== Data shown ==
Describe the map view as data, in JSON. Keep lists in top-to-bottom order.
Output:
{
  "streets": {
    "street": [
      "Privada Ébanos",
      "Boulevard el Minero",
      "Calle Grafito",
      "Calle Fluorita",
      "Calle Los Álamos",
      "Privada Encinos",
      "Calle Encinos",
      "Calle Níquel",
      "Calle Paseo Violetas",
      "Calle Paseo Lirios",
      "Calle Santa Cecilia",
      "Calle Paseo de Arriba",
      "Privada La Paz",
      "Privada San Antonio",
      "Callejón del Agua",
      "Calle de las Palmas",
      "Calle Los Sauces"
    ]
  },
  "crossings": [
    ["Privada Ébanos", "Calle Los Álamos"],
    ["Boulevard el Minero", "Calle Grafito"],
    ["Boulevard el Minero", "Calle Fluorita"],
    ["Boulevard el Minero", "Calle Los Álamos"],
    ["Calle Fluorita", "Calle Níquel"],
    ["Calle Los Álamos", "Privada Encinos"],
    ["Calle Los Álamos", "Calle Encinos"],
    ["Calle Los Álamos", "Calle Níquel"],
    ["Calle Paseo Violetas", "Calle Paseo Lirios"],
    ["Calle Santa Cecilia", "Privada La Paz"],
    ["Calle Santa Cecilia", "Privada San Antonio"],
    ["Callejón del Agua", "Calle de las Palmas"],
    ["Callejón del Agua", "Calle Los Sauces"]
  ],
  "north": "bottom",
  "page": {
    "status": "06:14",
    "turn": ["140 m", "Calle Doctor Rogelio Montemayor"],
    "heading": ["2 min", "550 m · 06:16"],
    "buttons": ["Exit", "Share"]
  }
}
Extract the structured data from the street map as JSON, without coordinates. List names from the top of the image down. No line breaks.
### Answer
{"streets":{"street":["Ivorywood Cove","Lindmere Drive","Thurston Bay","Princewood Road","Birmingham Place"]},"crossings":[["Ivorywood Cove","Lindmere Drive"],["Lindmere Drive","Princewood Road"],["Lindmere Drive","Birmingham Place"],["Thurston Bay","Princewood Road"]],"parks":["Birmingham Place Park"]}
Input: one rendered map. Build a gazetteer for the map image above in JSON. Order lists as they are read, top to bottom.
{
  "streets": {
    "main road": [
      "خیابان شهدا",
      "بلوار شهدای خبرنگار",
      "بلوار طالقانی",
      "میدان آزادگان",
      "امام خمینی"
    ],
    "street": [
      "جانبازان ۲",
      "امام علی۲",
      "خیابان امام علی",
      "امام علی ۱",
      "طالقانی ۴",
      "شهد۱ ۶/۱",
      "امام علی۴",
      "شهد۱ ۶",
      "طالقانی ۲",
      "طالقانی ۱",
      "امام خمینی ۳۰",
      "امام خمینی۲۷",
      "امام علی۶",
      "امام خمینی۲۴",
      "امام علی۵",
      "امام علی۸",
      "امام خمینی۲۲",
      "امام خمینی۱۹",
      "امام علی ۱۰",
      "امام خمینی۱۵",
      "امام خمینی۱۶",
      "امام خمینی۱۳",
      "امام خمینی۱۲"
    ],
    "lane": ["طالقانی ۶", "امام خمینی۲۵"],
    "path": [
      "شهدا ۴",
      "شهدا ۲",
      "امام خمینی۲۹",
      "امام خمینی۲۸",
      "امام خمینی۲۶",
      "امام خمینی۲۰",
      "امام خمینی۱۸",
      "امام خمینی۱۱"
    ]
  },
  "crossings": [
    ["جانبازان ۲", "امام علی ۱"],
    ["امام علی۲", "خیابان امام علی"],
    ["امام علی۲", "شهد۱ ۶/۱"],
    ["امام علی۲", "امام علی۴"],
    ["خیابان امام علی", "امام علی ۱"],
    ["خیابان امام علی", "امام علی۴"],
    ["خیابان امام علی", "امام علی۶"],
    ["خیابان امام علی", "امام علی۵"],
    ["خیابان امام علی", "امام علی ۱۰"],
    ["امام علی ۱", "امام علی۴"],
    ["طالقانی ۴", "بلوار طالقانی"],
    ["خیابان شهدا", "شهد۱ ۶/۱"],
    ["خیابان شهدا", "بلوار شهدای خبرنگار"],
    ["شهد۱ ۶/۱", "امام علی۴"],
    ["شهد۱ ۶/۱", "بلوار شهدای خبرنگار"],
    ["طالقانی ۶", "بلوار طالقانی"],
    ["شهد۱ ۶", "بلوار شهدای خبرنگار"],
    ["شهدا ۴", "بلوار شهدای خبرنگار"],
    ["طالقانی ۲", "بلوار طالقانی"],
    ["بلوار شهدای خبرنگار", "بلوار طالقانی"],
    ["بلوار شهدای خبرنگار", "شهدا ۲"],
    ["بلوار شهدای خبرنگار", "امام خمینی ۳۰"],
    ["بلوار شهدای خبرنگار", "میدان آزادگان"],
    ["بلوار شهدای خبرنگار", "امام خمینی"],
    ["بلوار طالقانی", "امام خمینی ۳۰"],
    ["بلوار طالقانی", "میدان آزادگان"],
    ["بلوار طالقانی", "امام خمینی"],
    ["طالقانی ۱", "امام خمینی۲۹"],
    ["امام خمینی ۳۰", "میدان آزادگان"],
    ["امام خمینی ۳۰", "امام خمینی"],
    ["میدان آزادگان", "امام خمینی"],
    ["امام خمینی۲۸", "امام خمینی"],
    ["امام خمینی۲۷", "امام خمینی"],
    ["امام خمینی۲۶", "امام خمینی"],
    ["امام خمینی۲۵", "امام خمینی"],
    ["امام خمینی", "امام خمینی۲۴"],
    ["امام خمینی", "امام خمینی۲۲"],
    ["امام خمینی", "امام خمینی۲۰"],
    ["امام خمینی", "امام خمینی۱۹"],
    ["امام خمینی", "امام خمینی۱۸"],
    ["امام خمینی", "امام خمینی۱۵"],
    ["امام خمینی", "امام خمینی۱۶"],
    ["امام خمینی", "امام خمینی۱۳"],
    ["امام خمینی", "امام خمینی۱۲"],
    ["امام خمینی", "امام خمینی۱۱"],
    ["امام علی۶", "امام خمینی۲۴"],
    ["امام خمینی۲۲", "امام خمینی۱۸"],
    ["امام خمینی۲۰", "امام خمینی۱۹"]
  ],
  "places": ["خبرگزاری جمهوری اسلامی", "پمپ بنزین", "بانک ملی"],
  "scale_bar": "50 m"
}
===
Isolate the lines above that contain the word "Privada" and copy them.

      "Privada Ébanos",
      "Privada Encinos",
      "Privada La Paz",
      "Privada San Antonio",
    ["Privada Ébanos", "Calle Los Álamos"],
    ["Calle Los Álamos", "Privada Encinos"],
    ["Calle Santa Cecilia", "Privada La Paz"],
    ["Calle Santa Cecilia", "Privada San Antonio"],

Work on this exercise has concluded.